## Source data
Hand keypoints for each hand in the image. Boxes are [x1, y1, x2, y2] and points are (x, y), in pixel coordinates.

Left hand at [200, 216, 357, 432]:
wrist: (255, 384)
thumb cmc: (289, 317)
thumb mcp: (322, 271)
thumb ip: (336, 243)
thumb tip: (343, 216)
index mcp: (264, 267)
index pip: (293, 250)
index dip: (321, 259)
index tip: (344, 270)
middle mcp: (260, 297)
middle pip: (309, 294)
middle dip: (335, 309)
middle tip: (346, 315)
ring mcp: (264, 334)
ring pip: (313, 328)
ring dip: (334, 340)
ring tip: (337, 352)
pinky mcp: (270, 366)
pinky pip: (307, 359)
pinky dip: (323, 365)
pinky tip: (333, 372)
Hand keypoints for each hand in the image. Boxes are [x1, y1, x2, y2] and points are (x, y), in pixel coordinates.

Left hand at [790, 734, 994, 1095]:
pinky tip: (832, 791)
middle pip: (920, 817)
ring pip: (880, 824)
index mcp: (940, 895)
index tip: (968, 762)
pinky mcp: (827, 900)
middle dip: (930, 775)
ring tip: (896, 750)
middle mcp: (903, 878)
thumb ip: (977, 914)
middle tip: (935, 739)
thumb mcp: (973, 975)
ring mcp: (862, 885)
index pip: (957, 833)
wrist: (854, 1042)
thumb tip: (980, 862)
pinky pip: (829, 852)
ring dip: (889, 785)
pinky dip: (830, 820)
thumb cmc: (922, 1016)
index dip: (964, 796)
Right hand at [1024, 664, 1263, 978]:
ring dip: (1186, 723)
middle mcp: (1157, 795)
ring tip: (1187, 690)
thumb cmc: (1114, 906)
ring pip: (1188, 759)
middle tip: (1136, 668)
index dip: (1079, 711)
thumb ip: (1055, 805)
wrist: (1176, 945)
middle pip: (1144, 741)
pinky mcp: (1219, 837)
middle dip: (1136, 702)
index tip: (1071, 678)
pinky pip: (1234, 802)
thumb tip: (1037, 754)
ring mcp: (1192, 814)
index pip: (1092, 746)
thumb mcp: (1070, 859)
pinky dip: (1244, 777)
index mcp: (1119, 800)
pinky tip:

## Work request
Please set down the full listing above, word for word.

## Output below
Hand keypoints for each hand in the image. Boxes are [x1, y1, x2, y2] and points are (x, y), in pixel coordinates.

Left hand at [200, 216, 357, 432]:
wrist: (255, 384)
thumb cmc: (289, 317)
thumb mcp: (322, 271)
thumb ip: (336, 243)
thumb tip: (343, 216)
index mcp: (264, 267)
index pip: (293, 250)
index dip: (321, 259)
index tip: (344, 270)
middle mcp: (260, 297)
middle pip: (309, 294)
middle dip: (335, 309)
middle tip: (346, 315)
ring mcp: (264, 334)
ring pip: (313, 328)
ring dip: (334, 340)
ring tip: (337, 352)
pinky mcp: (270, 366)
pinky pip: (307, 359)
pinky dip: (323, 365)
pinky tip: (333, 372)
Hand keypoints for each hand in the image. Boxes are [x1, y1, x2, y2] and points are (x, y), in pixel coordinates.

Left hand at [790, 734, 994, 1095]:
pinky tip: (832, 791)
middle pip: (920, 817)
ring pip: (880, 824)
index mcp: (940, 895)
index tip: (968, 762)
pinky mcp: (827, 900)
middle dip: (930, 775)
ring tip: (896, 750)
middle mcp: (903, 878)
thumb ip: (977, 914)
middle tip: (935, 739)
thumb mcp: (973, 975)
ring mcp: (862, 885)
index pip: (957, 833)
wrist: (854, 1042)
thumb tip: (980, 862)
pinky pip: (829, 852)
ring dip: (889, 785)
pinky dip: (830, 820)
thumb cmc: (922, 1016)
index dip: (964, 796)
Right hand at [1024, 664, 1263, 978]:
ring dip: (1186, 723)
middle mcp: (1157, 795)
ring tip: (1187, 690)
thumb cmc: (1114, 906)
ring pip: (1188, 759)
middle tip: (1136, 668)
index dip: (1079, 711)
thumb ip: (1055, 805)
wrist: (1176, 945)
middle pip: (1144, 741)
pinky mcp: (1219, 837)
middle dip: (1136, 702)
index tip: (1071, 678)
pinky pip: (1234, 802)
thumb tip: (1037, 754)
ring mcp: (1192, 814)
index pip: (1092, 746)
thumb mcp: (1070, 859)
pinky dip: (1244, 777)
index mcp: (1119, 800)
pinky tip:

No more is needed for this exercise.